Par ailleurs, il est notable que la juridiction de Karlsruhe semble en l’occurrence accorder une large place à des considérations de nature politique. Il est en effet souligné qu’une entrée en vigueur retardée de la décision sur les ressources propres qui résulterait d’une ordonnance de référé aurait pour conséquence d’altérer, voire de faire manquer son objectif économique à cette décision, ce qui mettrait à mal les impulsions pour l’évolution économique de l’Union européenne y compris après la crise de la COVID-19 (pt. 106).

 

Plus remarquable encore, la Cour se fait largement l’écho de l’appréciation (Einschätzung) du gouvernement allemand selon lequel l’hypothèse d’une entrée en vigueur tardive de la décision litigieuse sur les ressources propres conduirait non seulement à des tensions considérables dans les relations allemandes avec la France mais serait susceptible, au surplus, de mettre en péril la cohésion des États membres de l’Union (pt. 107). Force est donc de constater que la juridiction constitutionnelle allemande – sans passer sous silence les problèmes juridiques se posant tant du point de vue du droit constitutionnel que de celui du droit de l’Union – fait preuve d’une certaine sensibilité vis-à-vis d’un contexte qui ne cesse de mettre au défi les acteurs les plus nombreux de l’échiquier politique. Ne renonçant pas à son rôle de gardienne de la Loi Fondamentale dans le contexte de modifications de grande envergure à l’échelle de l’Union[10], la Cour cherche à accentuer, en parallèle, l’existence d’impératifs politiques. Ceux-ci la conduisent en effet à estimer qu’il convient de privilégier la solution consistant à refuser des mesures provisoires – tout en ménageant la possibilité que le recours dans l’arrêt qui sera rendu sur le fond aboutisse – à celle consistant à adopter de telles mesures et à rejeter la requête au principal (pt. 104 et s.). Si la présente ordonnance reflète donc la délicate recherche d’un équilibre entre des exigences juridiques et politiques potentiellement contradictoires, elle fournit plus largement un nouvel exemple paradigmatique du rôle de la Cour Constitutionnelle à la lisière du droit et de la politique.

 

 

 

[1] 2 BvR 547/21.

[2] Décision (UE, Euratom) 2020/2053 du Conseil du 14 décembre 2020 relative au système des ressources propres de l’Union européenne et abrogeant la décision 2014/335/UE, Euratom.
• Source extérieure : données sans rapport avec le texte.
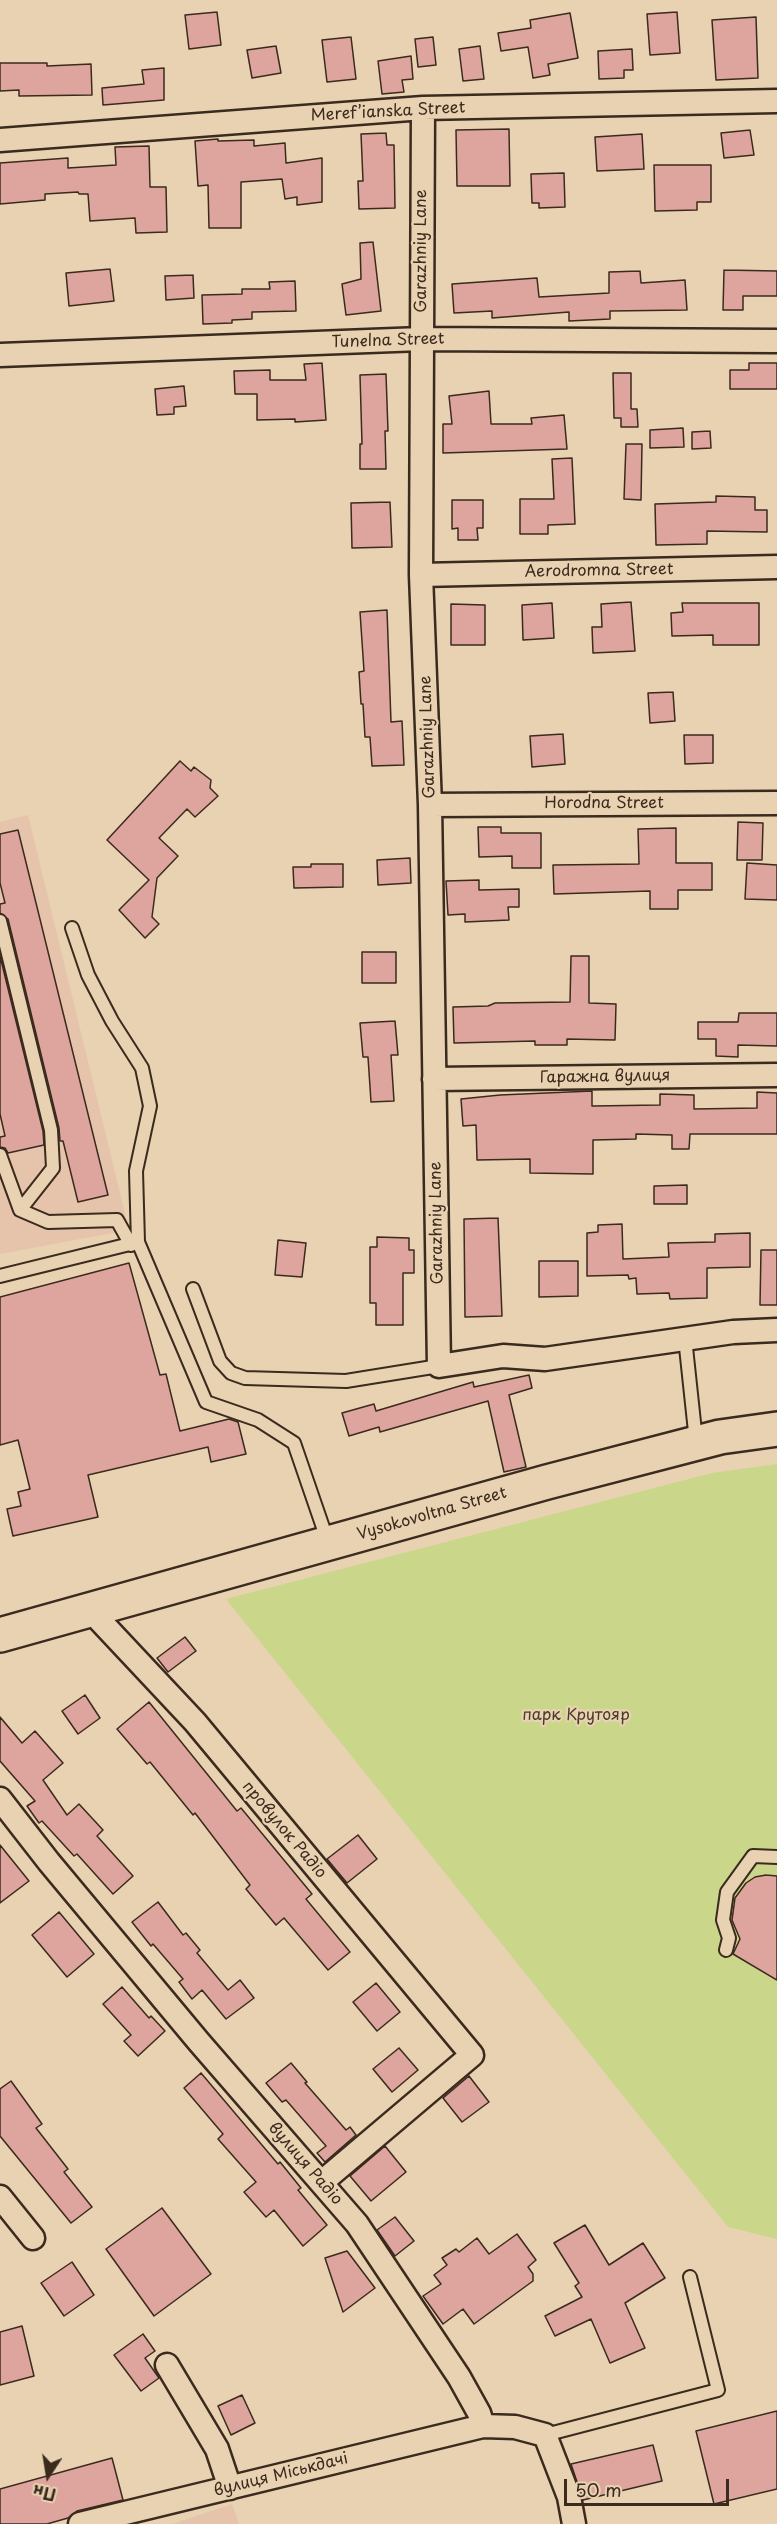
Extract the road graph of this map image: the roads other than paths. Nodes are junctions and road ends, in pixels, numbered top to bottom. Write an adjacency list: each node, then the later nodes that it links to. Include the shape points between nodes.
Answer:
1 (777, 101): 2 (street, Meref’ianska Street)
2 (423, 108): 3 (street, Meref’ianska Street); 4 (street, Garazhniy Lane)
3 (0, 140)
4 (422, 339): 5 (street, Tunelna Street); 6 (street, Tunelna Street); 8 (street, Garazhniy Lane)
5 (777, 341)
6 (0, 355)
7 (777, 567): 8 (street, Aerodromna Street)
8 (421, 575): 10 (street, Garazhniy Lane)
9 (777, 803): 10 (street, Horodna Street)
10 (430, 805): 14 (street, Garazhniy Lane)
11 (0, 921): 16 (lane, via 51,1130 53,1168)
12 (72, 928): 17 (lane, via 88,975 142,1068 150,1107 136,1171)
13 (777, 1075): 14 (street, Гаражна вулиця)
14 (434, 1079): 22 (street, Garazhniy Lane)
15 (0, 1155): 16 (lane)
16 (20, 1210): 17 (lane, via 48,1222 117,1220)
17 (135, 1243): 18 (lane); 25 (lane, via 206,1402 258,1420 294,1443)
18 (0, 1276)
19 (193, 1289): 22 (lane, via 220,1361 231,1373 245,1378 346,1381)
20 (777, 1330): 21 (street)
21 (685, 1338): 22 (street, via 545,1359 504,1356); 24 (lane)
22 (439, 1366)
23 (777, 1429): 24 (main road, Vysokovoltna Street)
24 (696, 1443): 25 (main road, Vysokovoltna Street)
25 (328, 1543): 26 (main road, Vysokovoltna Street)
26 (90, 1610): 27 (main road, Vysokovoltna Street); 31 (street, провулок Радіо, via 195,1722 472,2055)
27 (0, 1635)
28 (0, 1799): 31 (street, вулиця Радіо, via 199,2042)
29 (777, 1857): 30 (lane, via 753,1856 727,1892 723,1920 729,1938)
30 (726, 1950)
31 (322, 2182): 36 (street, вулиця Радіо, via 388,2267 459,2377)
32 (0, 2197): 33 (street)
33 (33, 2238)
34 (690, 2277): 37 (lane, via 718,2390)
35 (167, 2365): 38 (street, via 218,2449)
36 (483, 2426): 37 (street, via 515,2427); 38 (street, вулиця Міськдачі)
37 (545, 2435): 40 (street, via 569,2497)
38 (230, 2488): 39 (street, вулиця Міськдачі)
39 (80, 2524)
40 (574, 2524)

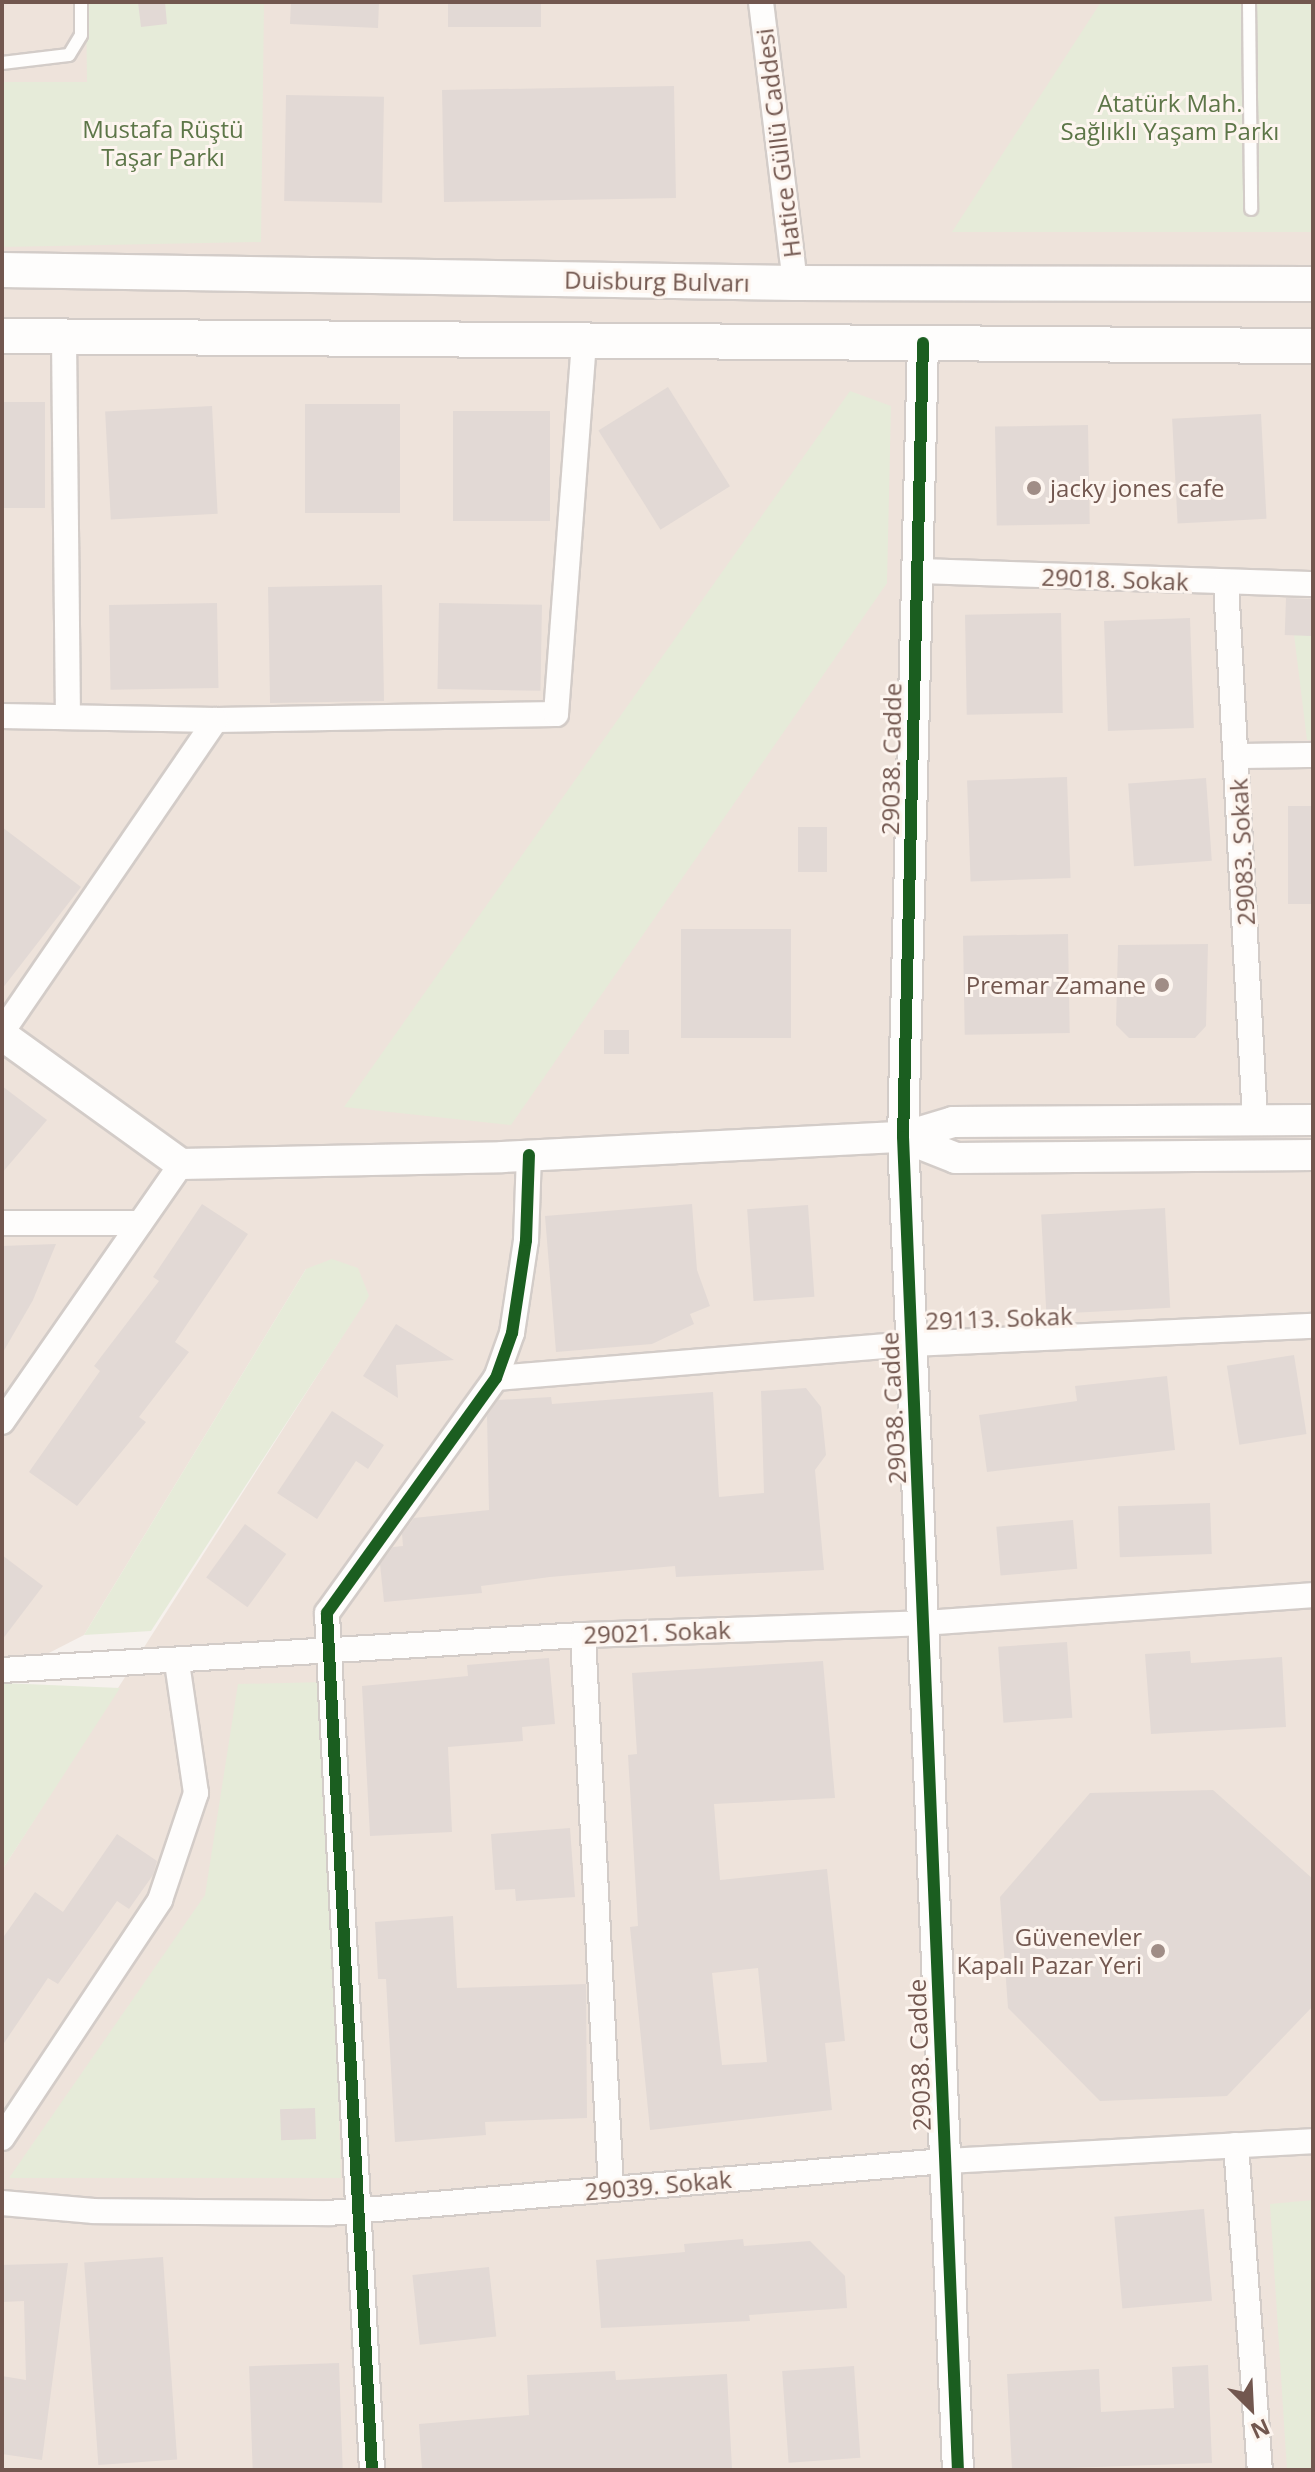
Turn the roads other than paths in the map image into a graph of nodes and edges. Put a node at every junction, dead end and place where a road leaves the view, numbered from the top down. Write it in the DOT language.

[3] Le CFP concrétise la décision sur les ressources propres et doit respecter les limites fixées par cette-dernière.

[4] Pour un aperçu très instructive des liens entre la décision sur les ressources propres, le cadre financier pluriannuel et le NGUE, voir F. Schorkopf, https://www.cicero.de/innenpolitik/next-generation-eu-worum-es-wirklich-geht.

[5] L’arrêt au principal sera rendu dans un délai de deux à trois ans selon la CCFA et fera l’objet d’un commentaire plus détaillé.

[6] En vertu d’une jurisprudence désormais classique, un dépassement des compétences par un acte de l’Union doit être suffisamment qualifié pour pouvoir être sanctionné, par la Cour Constitutionnelle Fédérale Allemande, comme étant ultra vires. Cela signifie que l’Union doit avoir manifestement outrepassé ses compétences et que l’acte en question a des répercussions sur l’équilibre des compétences entre l’Union et les États membres, lequel est ainsi atteint. 

[7] Arrêt du 30 juin 2009, 2 BvE 2/08, 2 BvE 5/08, 2 BvR 1010/08, 2 BvR 1022/08, 2 BvR 1259/08, 2 BvR 182/09.

[8] Comme le relèvent aussi d’autres auteurs. V. seulement M. Nettesheim, « Größe und Tragik: Zum Eilbeschluss des Bundesverfassungsgerichts zu “Next Generation EU“, VerfBlog, 2021/4/21.

[9] Ainsi C. Walter, P. Nedelcu, « Die Relativierung der ultra-vires-Kontrolle im Eilrechtsschutz: Eine verfassungsprozessuale Analyse der Entscheidung in Sachen „Next Generation EU“», VerfBlog, 2021/4/23.

[10] M. Nettesheim, préc., évoque une modification fondamentale de l’UE comparable aux réformes de Maastricht.